Beginners often grow faster during the first few months than many advanced body-shapers can remember. Moreover, beginners often appear not to be affected by over-exercising. They therefore start exercising even more intensively and their bodies always seem to adjust wonderfully.
biceps, seated dumbbell curls
Unfortunately, however, this will end. After a while the growth slows down and you enter the stage where, like most advanced drug free bodybuilders, you have to exercise hard for just a little growth. However, once you have reached this point you are able to lift more weight in less time; in other words, your workout intensity has increased.
It is important to know that specifically at this stage your body needs more rest. Such rest should consist of 8 full hours of sleep every day, a half an hour’s afternoon-nap or a specific muscle massage. Particularly if you feel muscular pain following a very intensive workout, rest is of paramount importance to afford your body a chance to recover.
A diet based on extra high-grade proteins and extra stretching are excellent during this recovery period.
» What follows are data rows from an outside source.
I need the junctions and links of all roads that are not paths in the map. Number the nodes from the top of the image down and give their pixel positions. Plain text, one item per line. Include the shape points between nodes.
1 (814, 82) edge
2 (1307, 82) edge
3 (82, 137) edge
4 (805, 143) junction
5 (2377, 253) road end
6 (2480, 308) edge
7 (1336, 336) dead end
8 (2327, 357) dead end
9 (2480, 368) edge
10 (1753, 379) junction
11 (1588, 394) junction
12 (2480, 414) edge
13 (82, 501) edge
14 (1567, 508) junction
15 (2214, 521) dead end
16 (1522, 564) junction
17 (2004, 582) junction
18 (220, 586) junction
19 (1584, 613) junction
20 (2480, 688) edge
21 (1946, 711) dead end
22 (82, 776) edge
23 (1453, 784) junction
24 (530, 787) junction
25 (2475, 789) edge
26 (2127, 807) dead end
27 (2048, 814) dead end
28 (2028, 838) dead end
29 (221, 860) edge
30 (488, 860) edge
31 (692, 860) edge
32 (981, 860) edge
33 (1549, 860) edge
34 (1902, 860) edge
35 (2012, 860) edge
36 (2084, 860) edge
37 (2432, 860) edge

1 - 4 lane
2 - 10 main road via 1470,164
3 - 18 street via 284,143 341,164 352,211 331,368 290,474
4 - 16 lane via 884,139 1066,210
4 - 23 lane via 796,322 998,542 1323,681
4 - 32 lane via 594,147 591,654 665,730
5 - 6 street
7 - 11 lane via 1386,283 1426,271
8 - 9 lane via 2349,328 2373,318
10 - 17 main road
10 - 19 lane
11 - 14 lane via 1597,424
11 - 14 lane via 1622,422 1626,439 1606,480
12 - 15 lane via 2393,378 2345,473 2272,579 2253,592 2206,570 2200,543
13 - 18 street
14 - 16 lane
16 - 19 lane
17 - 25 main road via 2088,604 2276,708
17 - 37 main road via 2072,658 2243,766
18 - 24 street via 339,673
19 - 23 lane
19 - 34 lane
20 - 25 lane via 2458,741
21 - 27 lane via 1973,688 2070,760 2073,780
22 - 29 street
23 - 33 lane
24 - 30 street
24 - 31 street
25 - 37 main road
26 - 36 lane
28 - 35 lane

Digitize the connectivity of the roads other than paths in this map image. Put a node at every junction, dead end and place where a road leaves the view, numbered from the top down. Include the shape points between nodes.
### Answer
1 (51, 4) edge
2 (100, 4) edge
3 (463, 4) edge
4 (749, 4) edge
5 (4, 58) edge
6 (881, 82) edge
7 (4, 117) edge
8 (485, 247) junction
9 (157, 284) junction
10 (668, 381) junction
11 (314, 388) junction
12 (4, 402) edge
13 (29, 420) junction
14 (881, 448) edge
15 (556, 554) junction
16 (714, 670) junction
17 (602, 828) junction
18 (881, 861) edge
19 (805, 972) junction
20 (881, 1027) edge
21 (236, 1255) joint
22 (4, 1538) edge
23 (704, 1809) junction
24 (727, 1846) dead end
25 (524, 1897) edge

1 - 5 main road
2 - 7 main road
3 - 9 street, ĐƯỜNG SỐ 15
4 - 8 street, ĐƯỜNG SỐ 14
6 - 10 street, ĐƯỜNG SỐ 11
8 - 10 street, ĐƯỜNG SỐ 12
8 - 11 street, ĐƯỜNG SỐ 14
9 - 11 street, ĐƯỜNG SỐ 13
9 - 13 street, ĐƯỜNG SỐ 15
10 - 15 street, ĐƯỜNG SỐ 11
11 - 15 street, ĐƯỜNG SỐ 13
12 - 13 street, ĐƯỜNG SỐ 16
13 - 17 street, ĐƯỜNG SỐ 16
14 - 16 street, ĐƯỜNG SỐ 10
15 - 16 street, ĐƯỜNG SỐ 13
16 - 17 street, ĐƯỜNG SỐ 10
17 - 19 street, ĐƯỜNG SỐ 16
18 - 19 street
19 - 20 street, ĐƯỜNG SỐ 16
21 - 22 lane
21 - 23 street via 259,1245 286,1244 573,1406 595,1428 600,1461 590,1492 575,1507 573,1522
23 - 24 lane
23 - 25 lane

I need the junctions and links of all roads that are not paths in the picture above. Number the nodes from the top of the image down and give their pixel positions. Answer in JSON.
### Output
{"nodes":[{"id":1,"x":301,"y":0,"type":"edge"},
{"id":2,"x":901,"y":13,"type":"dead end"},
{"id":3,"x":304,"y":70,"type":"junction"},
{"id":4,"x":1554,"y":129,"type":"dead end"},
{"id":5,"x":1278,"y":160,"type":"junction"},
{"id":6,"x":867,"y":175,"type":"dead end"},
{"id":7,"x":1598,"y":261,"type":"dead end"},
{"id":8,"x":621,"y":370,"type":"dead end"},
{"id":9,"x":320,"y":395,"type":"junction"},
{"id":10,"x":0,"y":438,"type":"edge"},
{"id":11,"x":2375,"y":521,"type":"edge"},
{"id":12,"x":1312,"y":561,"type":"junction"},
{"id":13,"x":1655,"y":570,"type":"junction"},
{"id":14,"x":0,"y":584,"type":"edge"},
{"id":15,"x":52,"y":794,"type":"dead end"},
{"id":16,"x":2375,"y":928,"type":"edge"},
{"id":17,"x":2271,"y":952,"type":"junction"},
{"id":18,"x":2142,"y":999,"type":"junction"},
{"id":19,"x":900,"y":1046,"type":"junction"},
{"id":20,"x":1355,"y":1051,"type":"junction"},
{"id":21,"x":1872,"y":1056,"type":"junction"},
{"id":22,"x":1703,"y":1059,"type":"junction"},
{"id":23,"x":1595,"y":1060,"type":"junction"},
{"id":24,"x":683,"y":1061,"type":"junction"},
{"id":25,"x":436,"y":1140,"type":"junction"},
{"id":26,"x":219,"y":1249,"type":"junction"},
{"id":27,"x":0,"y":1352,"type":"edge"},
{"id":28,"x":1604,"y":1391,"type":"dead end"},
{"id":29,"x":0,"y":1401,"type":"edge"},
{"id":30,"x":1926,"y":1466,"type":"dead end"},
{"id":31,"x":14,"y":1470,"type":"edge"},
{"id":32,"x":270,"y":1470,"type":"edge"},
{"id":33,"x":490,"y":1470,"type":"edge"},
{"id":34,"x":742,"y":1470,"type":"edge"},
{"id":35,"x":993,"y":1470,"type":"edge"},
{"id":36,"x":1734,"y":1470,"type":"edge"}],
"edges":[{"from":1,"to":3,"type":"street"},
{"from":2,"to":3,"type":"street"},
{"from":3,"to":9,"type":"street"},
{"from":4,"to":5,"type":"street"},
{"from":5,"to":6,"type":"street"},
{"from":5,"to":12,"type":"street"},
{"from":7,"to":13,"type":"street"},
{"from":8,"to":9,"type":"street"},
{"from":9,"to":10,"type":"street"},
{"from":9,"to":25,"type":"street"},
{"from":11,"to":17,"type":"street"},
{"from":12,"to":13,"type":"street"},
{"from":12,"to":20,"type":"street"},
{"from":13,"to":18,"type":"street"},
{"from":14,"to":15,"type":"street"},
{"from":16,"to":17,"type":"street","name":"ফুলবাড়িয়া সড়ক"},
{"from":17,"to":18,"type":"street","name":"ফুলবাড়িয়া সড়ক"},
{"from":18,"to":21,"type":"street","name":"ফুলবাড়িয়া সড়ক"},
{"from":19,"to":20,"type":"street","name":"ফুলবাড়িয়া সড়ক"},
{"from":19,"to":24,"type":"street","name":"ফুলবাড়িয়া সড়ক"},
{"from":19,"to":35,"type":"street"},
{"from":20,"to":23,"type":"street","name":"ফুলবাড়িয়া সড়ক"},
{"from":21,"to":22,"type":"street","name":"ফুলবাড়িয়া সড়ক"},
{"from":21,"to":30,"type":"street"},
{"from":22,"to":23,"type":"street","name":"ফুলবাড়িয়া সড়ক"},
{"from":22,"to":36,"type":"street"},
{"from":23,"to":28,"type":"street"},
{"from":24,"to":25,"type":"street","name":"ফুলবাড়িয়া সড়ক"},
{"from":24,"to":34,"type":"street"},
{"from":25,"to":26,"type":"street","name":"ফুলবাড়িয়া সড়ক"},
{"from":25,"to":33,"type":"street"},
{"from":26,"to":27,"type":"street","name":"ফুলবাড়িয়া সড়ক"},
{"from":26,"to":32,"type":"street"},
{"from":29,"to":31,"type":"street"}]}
Once the muscle has completely recovered after a couple of days, you may start exercising it again.
biceps, standing barbell curls
If you exercise 3 days a week as is suggested on this website – for instance on Mondays, Wednesdays and Fridays -, you should use the remaining 4 days to recover and grow (by eating well and resting thoroughly).
Three days a week going to the gym and training this way usually is more than enough! Exercising one day extra per week is probably not conducive to muscle-development.
Once every 4 to 6 weeks spend a whole week without exercising at all.
Between sets of exercises it is probably best not to rest more than 30 to 90 seconds. This way the intensity of the total workout remains high, which stimulates the burning of fat and improves your stamina and overall condition of your body.
If you are a beginner, you will notice that your average workout takes longer. That is because you spend more time on other things than on actually exercising. However, after a while your body will adjust to the intensity of your workouts. You will then begin to notice that the exercises use up less time and that you can do more work in less time.
However, if you do not feel very well, by all means take more rest in between sets of exercises.